Infatti trattasi di decisioni attinenti ad ipotesi particolari come dimostra la stessa sentenza citata, che riguardava i rapporti di collaborazione instauratisi fra un esponente politico e un’organizzazione camorristica, in cui la Corte, in base ai suddetti principi, ha riconosciuto legittimamente configurabile, a carico del primo, il reato di partecipazione alla detta associazione.

D’altra parte, la permanenza a tempo indeterminato nell’associazione appare in linea con il carattere pacificamente ritenuto permanente del reato in esame, il quale non si esaurisce nell’atto con cui l’associato presta la sua adesione all’organizzazione, ma perdura nel tempo finché l’adesione non venga meno mediante la dissociazione. Infatti il bene giuridico tutelato dalla norma sulla materia è il pericolo di turbativa dell’ordine pubblico derivante potenzialmente dall’organizzazione criminosa, pericolo che non cessa fino a quando essa è in vita o, comunque, con riferimento specifico all’attività partecipativa del singolo aderente, finché questi non sia uscito dall’organizzazione facendo venir meno il suo apporto personale o non sia stato espressamente estromesso.
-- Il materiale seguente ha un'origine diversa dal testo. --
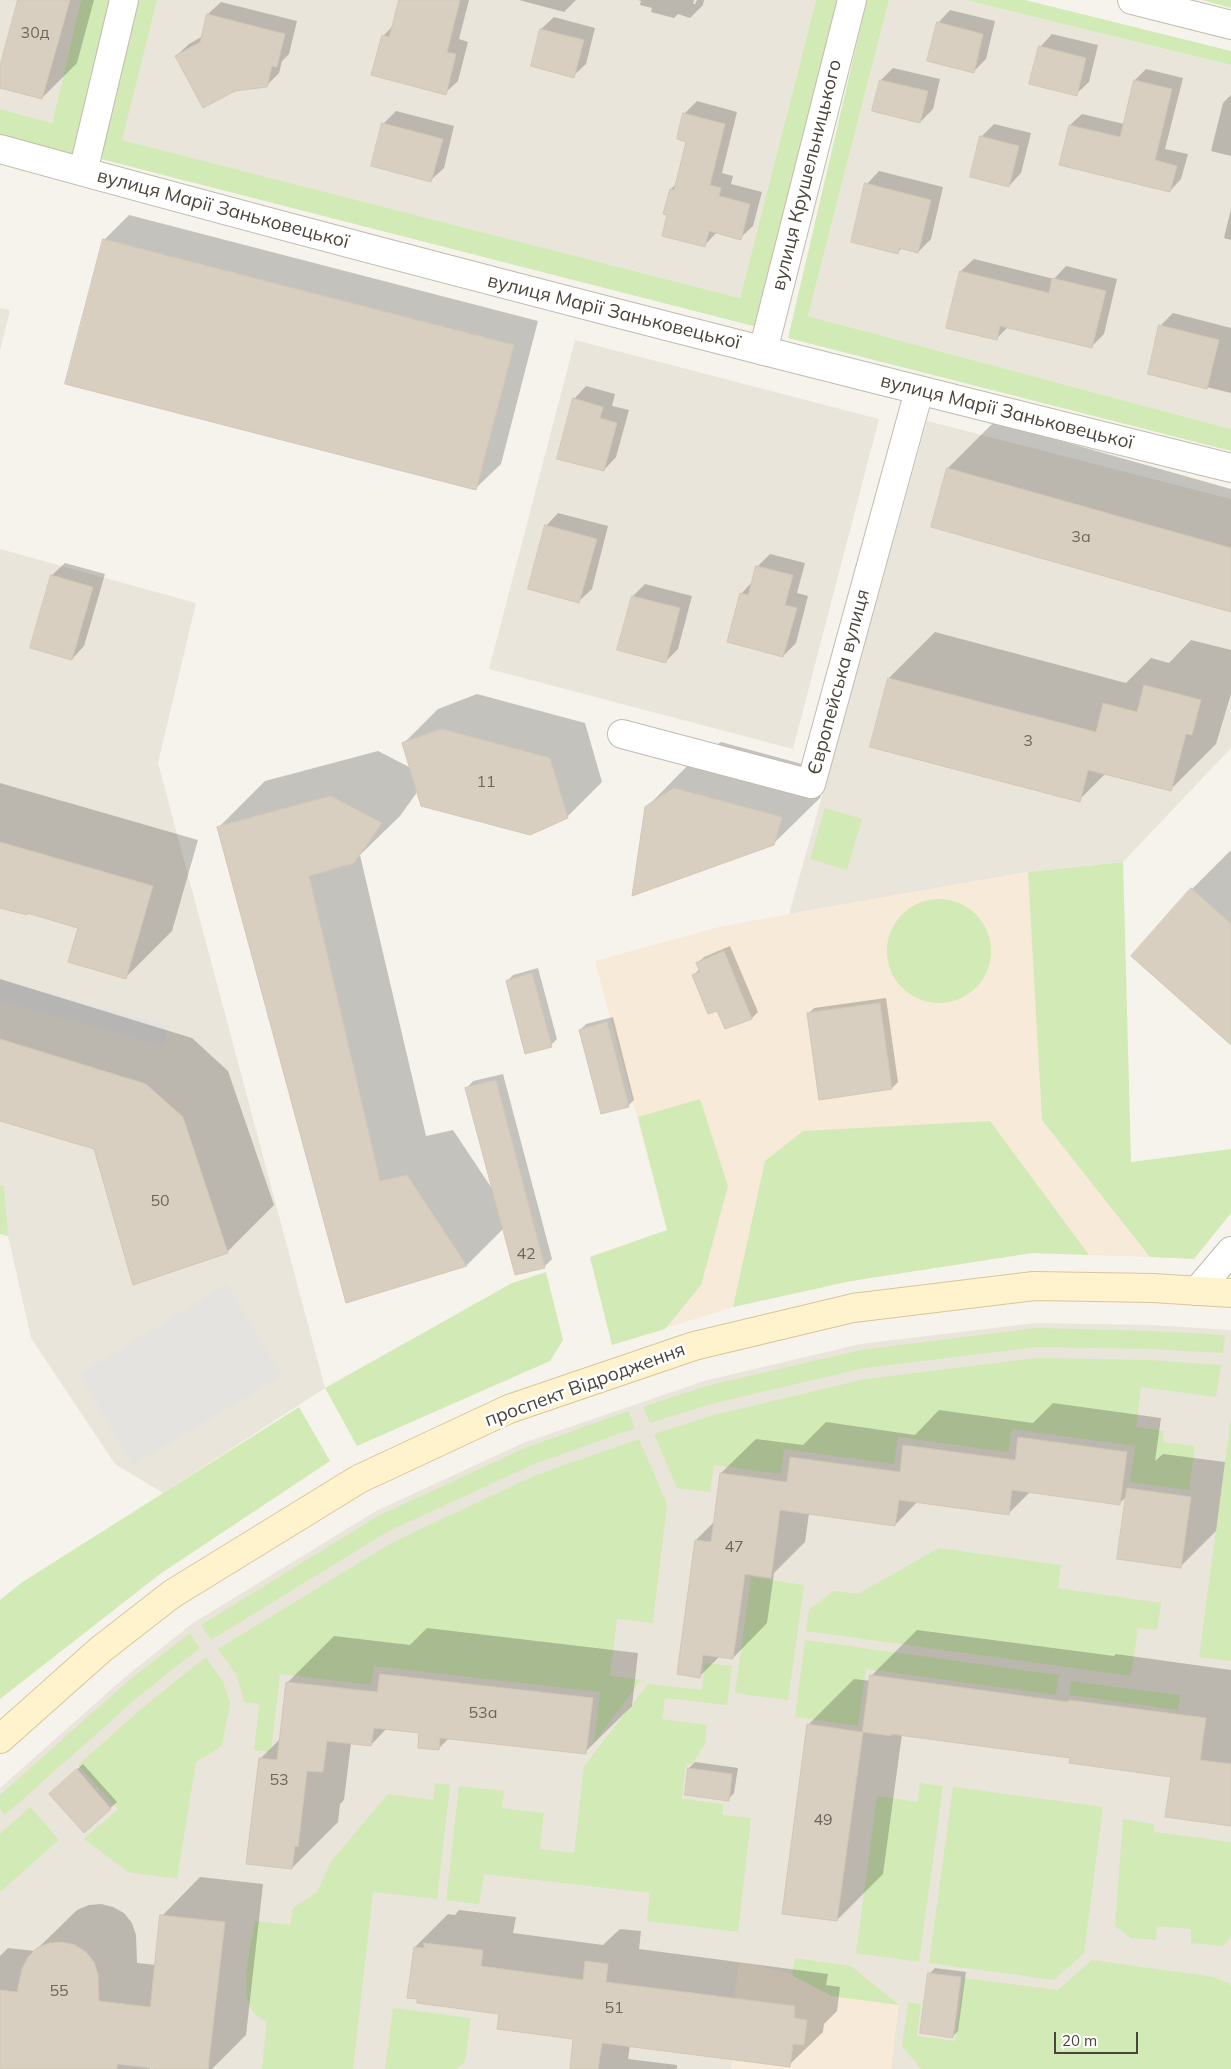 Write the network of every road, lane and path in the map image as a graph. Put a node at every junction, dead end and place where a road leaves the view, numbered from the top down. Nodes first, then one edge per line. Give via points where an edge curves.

Come si è appena visto, l’elaborazione giurisprudenziale non ha trascurato i rapporti tra politica e criminalità organizzata. La posizione dell’uomo politico che ottenga vantaggi elettorali dall’alleanza con sodalizi mafiosi è stata per lo più inquadrata, diversamente da quanto ritenuto dalla risalente sentenza appena sopra citata, nello schema del concorso esterno, anche se con riferimento ad ipotesi peculiari.